Pour parer aux derniers besoins des moutons et à l’appel des barbecues et méchouis, des vendeurs de charbon et de bottes de foin s’installent sur le bord des routes ou à la sortie des marchés.

Transporteur

Première difficulté, après le choix et l’achat du mouton : son transport jusqu’à la maison ou dans des garages improvisés en étables. Garés autour des marchés et des troupeaux, des « taxis » spéciaux (souvent des pick-up ou des camionnettes) sont là pour cela. Qu’ils n’aient pas de voiture, qu’elle ne soit pas assez grande ou qu’ils ne veuillent pas la salir, plusieurs acheteurs font appel à eux, bien que le prix de la course soit parfois très élevé.
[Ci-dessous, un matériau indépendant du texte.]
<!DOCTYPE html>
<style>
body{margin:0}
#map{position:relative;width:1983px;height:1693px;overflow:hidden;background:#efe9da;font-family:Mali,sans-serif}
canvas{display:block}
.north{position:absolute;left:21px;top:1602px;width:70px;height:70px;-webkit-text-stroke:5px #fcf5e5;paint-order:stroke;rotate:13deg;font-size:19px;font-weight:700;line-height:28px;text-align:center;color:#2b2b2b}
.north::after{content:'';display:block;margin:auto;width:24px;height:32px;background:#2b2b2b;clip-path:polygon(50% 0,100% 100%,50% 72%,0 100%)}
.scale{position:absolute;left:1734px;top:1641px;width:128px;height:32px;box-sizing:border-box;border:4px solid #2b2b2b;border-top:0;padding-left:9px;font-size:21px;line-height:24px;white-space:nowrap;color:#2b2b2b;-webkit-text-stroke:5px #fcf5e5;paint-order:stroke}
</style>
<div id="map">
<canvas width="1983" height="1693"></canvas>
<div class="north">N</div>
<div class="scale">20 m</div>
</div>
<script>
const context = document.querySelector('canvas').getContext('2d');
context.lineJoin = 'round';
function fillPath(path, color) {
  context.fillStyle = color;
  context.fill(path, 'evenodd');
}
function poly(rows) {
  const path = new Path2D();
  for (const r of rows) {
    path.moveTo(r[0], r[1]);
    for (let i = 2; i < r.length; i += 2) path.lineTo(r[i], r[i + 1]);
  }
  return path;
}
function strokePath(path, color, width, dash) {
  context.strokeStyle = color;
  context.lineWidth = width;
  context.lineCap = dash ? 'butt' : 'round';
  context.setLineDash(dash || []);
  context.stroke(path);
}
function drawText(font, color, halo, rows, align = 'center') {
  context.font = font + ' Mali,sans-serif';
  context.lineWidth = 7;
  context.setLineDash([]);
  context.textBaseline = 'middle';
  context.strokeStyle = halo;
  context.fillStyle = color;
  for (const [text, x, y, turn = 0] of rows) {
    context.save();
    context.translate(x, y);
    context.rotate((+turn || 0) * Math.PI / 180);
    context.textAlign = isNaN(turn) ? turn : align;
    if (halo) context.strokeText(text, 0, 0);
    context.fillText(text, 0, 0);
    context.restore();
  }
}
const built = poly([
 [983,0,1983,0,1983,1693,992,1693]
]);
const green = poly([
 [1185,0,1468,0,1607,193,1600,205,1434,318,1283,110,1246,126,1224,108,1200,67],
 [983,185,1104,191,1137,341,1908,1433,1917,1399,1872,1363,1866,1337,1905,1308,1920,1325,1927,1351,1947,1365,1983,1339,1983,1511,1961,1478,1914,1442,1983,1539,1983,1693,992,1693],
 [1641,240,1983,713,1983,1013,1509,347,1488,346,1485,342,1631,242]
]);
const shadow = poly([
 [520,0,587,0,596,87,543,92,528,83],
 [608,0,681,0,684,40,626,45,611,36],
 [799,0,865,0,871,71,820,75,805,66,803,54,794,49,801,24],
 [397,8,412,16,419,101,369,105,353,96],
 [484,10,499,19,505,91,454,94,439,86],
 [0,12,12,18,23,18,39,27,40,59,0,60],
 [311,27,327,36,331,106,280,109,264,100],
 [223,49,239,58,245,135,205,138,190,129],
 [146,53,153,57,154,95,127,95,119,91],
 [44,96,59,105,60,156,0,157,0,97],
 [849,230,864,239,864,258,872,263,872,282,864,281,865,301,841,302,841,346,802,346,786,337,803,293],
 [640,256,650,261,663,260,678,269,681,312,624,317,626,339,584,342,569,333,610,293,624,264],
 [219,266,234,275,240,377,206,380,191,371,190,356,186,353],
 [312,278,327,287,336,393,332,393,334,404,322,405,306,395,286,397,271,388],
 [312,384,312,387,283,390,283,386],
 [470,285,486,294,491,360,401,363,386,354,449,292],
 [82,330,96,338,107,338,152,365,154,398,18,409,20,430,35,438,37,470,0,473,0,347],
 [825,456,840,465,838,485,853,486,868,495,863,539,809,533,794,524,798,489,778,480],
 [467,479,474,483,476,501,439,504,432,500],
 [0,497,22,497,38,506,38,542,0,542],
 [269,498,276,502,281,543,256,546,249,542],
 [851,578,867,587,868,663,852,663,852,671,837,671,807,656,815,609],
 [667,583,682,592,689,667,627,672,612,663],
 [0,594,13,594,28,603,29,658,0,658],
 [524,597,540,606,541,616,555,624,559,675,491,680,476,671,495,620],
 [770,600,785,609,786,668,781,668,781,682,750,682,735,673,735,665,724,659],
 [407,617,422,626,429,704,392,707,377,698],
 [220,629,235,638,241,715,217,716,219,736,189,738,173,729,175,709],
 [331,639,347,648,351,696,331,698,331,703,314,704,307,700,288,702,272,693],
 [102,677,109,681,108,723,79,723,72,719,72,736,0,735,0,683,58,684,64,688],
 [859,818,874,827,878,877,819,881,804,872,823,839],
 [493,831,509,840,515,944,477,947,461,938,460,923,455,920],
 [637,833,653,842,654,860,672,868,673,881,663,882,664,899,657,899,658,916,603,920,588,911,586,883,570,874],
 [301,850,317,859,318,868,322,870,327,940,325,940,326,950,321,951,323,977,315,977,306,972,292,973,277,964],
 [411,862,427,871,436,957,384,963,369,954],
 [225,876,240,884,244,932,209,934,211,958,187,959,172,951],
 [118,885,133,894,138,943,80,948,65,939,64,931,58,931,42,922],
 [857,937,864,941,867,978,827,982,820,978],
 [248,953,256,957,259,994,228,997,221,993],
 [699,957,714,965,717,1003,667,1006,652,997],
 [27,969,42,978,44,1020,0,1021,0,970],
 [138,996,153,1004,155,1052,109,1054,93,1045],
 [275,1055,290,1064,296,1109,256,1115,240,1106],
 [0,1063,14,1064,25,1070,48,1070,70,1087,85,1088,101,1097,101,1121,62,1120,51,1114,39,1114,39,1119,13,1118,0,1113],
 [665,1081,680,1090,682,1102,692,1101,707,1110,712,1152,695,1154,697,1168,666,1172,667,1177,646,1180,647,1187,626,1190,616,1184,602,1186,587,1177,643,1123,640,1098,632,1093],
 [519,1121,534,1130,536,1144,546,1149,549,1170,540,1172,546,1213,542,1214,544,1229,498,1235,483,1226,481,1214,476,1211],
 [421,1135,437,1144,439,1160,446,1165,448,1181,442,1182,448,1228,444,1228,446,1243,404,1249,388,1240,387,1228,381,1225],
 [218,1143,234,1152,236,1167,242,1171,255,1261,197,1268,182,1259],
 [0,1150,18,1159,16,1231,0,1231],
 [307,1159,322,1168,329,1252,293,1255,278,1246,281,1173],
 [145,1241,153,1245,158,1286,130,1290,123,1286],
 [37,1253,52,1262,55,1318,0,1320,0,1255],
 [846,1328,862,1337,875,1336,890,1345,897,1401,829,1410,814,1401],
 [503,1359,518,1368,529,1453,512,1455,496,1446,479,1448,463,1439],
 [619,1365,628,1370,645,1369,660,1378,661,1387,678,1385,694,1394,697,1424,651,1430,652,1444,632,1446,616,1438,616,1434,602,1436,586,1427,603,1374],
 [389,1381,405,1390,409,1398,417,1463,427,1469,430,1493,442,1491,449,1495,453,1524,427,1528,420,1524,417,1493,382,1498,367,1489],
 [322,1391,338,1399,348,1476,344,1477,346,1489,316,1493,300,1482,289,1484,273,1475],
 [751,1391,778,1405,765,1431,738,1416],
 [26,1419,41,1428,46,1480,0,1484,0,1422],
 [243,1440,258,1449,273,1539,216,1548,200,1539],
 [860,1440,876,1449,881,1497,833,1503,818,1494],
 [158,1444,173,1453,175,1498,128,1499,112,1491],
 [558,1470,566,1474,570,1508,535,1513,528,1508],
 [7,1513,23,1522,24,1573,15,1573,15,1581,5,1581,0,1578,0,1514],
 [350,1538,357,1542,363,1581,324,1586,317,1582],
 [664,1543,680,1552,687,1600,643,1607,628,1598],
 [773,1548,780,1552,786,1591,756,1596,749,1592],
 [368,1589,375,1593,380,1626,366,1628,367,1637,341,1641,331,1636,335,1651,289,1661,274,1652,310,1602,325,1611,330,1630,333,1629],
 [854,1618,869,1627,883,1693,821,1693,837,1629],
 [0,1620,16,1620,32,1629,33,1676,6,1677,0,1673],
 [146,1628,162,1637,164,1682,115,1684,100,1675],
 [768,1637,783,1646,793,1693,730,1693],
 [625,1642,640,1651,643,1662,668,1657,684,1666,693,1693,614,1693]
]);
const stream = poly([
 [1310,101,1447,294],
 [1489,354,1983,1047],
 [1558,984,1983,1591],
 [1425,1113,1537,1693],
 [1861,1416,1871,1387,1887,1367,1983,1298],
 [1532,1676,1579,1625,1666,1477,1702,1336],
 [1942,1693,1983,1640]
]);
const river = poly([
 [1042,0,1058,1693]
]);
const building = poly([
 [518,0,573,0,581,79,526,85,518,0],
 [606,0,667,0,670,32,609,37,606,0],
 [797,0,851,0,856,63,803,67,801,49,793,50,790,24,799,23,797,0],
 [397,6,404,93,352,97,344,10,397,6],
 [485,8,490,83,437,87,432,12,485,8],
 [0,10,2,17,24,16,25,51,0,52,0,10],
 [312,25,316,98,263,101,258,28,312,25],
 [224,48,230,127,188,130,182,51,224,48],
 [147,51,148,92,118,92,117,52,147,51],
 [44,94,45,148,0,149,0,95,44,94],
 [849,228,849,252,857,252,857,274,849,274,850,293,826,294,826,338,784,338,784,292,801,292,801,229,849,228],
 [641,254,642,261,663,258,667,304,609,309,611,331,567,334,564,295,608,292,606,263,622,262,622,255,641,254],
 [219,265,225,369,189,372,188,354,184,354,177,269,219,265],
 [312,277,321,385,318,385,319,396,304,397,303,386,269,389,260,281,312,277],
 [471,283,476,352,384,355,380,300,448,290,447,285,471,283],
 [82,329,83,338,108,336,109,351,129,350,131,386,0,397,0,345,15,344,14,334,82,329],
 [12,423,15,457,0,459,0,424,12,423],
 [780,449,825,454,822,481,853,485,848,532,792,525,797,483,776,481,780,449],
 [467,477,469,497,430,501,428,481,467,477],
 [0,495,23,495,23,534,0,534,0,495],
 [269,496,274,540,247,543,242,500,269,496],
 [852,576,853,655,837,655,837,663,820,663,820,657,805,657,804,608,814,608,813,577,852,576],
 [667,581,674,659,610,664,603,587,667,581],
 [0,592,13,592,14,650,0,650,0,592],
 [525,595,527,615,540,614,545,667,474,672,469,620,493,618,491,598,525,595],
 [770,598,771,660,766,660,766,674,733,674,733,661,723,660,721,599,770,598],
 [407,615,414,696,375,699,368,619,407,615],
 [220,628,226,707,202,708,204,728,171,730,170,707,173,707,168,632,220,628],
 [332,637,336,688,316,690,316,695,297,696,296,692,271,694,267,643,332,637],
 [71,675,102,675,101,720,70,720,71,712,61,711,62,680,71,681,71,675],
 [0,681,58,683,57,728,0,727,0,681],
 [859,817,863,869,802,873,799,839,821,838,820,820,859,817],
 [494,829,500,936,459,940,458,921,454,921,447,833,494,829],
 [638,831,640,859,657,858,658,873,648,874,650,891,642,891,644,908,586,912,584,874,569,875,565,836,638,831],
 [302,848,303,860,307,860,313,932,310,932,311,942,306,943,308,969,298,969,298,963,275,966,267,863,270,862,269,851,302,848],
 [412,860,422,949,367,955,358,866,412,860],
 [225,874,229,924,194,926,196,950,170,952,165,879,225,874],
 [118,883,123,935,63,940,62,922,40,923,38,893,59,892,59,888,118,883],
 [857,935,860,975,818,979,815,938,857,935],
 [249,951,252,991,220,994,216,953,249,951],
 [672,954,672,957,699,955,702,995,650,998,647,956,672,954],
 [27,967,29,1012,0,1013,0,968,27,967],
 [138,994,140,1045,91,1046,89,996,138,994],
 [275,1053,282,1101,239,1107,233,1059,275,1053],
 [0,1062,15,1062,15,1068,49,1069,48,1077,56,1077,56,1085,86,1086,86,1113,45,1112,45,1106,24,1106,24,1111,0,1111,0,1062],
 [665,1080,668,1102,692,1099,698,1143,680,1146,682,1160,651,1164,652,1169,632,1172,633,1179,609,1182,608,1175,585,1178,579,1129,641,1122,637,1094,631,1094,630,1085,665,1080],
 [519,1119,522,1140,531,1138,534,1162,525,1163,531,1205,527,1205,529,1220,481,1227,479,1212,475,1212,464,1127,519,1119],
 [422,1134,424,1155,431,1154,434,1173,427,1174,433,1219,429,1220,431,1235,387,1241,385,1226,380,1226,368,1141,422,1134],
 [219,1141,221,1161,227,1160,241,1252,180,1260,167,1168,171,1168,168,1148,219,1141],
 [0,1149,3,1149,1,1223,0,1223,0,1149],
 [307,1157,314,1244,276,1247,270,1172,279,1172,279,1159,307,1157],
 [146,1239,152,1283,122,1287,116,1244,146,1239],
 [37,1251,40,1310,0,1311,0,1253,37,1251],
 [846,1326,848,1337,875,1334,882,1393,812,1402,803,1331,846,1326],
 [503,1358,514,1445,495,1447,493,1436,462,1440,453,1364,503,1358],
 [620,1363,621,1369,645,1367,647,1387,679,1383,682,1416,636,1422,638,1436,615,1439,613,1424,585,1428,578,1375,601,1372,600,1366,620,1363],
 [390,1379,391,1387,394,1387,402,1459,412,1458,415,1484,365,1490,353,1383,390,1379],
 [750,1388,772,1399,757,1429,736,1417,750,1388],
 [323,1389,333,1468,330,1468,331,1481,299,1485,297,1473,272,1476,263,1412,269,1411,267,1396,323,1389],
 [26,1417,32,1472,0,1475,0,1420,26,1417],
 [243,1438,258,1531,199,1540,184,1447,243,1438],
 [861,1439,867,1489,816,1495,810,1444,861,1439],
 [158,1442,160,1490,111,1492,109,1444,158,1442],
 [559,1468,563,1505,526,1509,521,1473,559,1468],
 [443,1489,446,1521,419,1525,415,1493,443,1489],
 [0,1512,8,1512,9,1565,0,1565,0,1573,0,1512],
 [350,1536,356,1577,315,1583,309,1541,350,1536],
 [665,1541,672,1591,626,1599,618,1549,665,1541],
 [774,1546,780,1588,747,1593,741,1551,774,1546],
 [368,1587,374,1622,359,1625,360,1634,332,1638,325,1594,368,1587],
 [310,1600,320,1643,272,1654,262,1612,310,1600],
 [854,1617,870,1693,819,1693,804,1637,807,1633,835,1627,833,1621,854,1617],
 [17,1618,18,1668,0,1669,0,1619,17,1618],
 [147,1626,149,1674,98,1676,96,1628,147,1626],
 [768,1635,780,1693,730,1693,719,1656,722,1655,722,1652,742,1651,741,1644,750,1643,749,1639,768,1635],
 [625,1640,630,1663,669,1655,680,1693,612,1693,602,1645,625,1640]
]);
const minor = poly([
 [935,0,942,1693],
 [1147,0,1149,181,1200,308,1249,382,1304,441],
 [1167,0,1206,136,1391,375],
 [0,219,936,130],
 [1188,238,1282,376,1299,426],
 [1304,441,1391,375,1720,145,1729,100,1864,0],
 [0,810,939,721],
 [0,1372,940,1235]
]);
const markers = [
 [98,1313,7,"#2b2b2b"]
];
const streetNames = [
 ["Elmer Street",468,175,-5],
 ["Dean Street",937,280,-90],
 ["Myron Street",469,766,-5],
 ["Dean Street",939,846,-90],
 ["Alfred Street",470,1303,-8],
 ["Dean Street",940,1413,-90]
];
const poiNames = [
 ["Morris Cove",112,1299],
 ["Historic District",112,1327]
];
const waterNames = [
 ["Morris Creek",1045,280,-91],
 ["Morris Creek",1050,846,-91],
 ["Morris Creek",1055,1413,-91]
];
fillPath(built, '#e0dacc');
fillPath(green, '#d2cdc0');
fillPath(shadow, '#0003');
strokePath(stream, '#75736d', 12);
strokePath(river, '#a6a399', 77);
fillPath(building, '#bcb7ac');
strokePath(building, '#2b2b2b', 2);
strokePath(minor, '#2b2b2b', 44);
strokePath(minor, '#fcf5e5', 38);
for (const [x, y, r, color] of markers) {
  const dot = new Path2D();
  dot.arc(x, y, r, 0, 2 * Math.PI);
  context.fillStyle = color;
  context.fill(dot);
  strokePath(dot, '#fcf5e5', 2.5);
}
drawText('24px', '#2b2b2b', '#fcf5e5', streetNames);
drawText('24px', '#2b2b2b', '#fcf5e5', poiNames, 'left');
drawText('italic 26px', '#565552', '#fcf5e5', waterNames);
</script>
D’autres préfèrent alors organiser des co-voiturages entre voisins ou habitants du même quartier.

Boucher

L’Aïd al-Adha, c’est aussi la fête des bouchers. Ces spécialistes de la viande sont très sollicités le jour de la fête, surtout dans les villes, où des pères de famille (seul une personne de sexe masculin peut procéder à l’égorgement selon le rituel musulman) n’ont plus envie de tuer eux-mêmes leurs bêtes pour différentes raisons, dont la principale est le gain de temps. Le jour de l’Aïd, ils font le tour des maisons pour égorger les bêtes selon le rituel d’abattage musulman, les dépiauter et les couper en morceaux. Leurs prix varient en fonction des régions et du poids de la bête. La forte demande a poussé certains jeunes, qui ne sont pas bouchers de profession, à s’initier au métier d’égorgeur. Histoire de se faire un peu d’argent le jour de la fête.

Brûleur de tête de moutons

Pour se faire un peu d’argent de poche, des jeunes allument des feux dans les quartiers populaires. On les voit à chaque coin de rue ce jour de l’Aïd, prêts à recevoir les têtes de moutons à peine égorgés pour les nettoyer de leurs poils. La tête du mouton est un morceau de choix dans les traditions culinaires maghrébines. On le prépare à la vapeur, assaisonné d’épices comme le « Bouzelouf » en Algérie, au four ou dans les couscous.